Dipl. Reha.Päd. Nadine Madeira Firmino
M.A. Frühpädagogin Carmen Huser

 

 

Hintergrund

Sprache  und  Bewegung  sind  zwei  wesentliche  Dimensionen  der  kindlichen  Persönlichkeitsentwicklung, die zwar in ihrer Entwicklung getrennt voneinander betrachtet werden können, die  sich gleichzeitig aber in Abhängigkeit voneinander entfalten und sich gegenseitig  beeinflussen.  Durch  das  Handeln  gewonnene  Erfahrungen  werden  in  Verbindung mit der Sprache zu Begriffen. Die Begriffe ermöglichen dem Kind die innere Abbildung der Welt (vgl. Zimmer 2010). 

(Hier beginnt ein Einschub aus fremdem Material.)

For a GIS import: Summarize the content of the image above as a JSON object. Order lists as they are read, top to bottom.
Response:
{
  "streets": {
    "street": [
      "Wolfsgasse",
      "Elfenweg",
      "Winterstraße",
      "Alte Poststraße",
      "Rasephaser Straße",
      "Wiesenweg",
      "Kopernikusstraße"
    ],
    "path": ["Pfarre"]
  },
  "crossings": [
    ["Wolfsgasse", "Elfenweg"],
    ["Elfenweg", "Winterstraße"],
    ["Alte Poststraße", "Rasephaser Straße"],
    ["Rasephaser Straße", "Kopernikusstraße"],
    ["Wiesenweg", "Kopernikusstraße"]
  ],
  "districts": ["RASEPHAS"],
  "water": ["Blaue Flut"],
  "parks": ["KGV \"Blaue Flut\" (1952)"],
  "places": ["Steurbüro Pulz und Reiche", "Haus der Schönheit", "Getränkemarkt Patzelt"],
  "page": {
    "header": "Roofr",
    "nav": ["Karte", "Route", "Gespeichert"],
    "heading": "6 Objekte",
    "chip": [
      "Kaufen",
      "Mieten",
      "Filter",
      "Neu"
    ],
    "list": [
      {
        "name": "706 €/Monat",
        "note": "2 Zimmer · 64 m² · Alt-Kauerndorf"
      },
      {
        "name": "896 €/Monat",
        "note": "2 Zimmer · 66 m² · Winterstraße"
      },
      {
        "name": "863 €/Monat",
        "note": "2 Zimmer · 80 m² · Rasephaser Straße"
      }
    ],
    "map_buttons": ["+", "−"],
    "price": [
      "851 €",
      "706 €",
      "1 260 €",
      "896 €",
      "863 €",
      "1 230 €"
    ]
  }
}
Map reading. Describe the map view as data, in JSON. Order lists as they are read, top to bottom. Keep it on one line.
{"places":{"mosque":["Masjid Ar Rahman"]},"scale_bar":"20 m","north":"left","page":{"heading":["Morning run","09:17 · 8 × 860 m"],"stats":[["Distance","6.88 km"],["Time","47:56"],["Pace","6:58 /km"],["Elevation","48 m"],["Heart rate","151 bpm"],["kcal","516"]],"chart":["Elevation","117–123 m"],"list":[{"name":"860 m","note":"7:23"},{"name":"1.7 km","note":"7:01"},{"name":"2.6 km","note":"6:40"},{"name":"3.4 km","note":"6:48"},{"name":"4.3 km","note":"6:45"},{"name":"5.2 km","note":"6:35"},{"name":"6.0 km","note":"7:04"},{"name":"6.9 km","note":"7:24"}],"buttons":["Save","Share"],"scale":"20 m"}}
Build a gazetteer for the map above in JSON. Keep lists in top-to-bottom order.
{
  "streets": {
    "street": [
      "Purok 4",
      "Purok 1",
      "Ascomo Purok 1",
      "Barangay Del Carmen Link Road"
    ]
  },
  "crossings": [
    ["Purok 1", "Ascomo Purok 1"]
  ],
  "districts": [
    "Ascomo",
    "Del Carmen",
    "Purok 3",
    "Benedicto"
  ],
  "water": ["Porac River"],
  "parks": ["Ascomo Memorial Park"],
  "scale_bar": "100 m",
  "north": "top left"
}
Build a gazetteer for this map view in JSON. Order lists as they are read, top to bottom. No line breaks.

Um  sich  mitteilen  und  verständigen  zu  können, stehen  dem  Kind  unterschiedliche  Kommunikationsmöglichkeiten zur Verfügung – verbale und nonverbale. Lange bevor es sprechen gelernt hat, teilt es sich bereits über Gesten, Mimik und Gebärden mit – über seinen Körper. Zunehmend übernimmt die verbale Sprache die Form der Mitteilung und des Austauschs,  wobei  jedoch  auch  die  anderen  Kommunikationsebenen  bestehen  bleiben.  Aber auch sprachliche Kompetenzen im engeren Sinne   können  über  Bewegungshandlungen unterstützt  werden 

Pilotprojekt: Bewegungsorientierte Sprachförderung in Kindertageseinrichtungen 

Im  Rahmen  eines Pilotprojekts zur  Gesundheits- und  Bewegungsförderung  in  Kindertagesstätten  wurde  der  Einfluss  einer  bewegungsorientierten  Sprachförderung  auf  unterschiedliche Bereiche  der  Sprachentwicklung 3-  bis 5-jähriger  Kinder  untersucht (vgl. Zimmer, 2010).

Der Untersuchungszeitraum betrug zehn Monate. In dieser Zeit wurde in zehn Kindergärten  mit  insgesamt  244  Kindern  ein  Bewegungsangebot  durchgeführt,  durch  das  insbesondere  Bereiche  der  Sprachentwicklung  (Wortschatzerweiterung,  Prosodie,  Phonologie und  allgemeine  Kommunikationsfähigkeit)  angeregt  werden  sollten.  Die  Erzieherinnen waren durch regelmäßige Fortbildungsveranstaltungen und durch schriftliche Begleitmaterialien in  dieses  Konzept  eingeführt  worden  und  wurden  durch  Projektmitarbeiter  regelmäßig  in  ihrer  pädagogischen  Arbeit  begleitet (vgl. Zimmer,  Dzikowski  &  Ruploh, 2007; Zimmer, 2008).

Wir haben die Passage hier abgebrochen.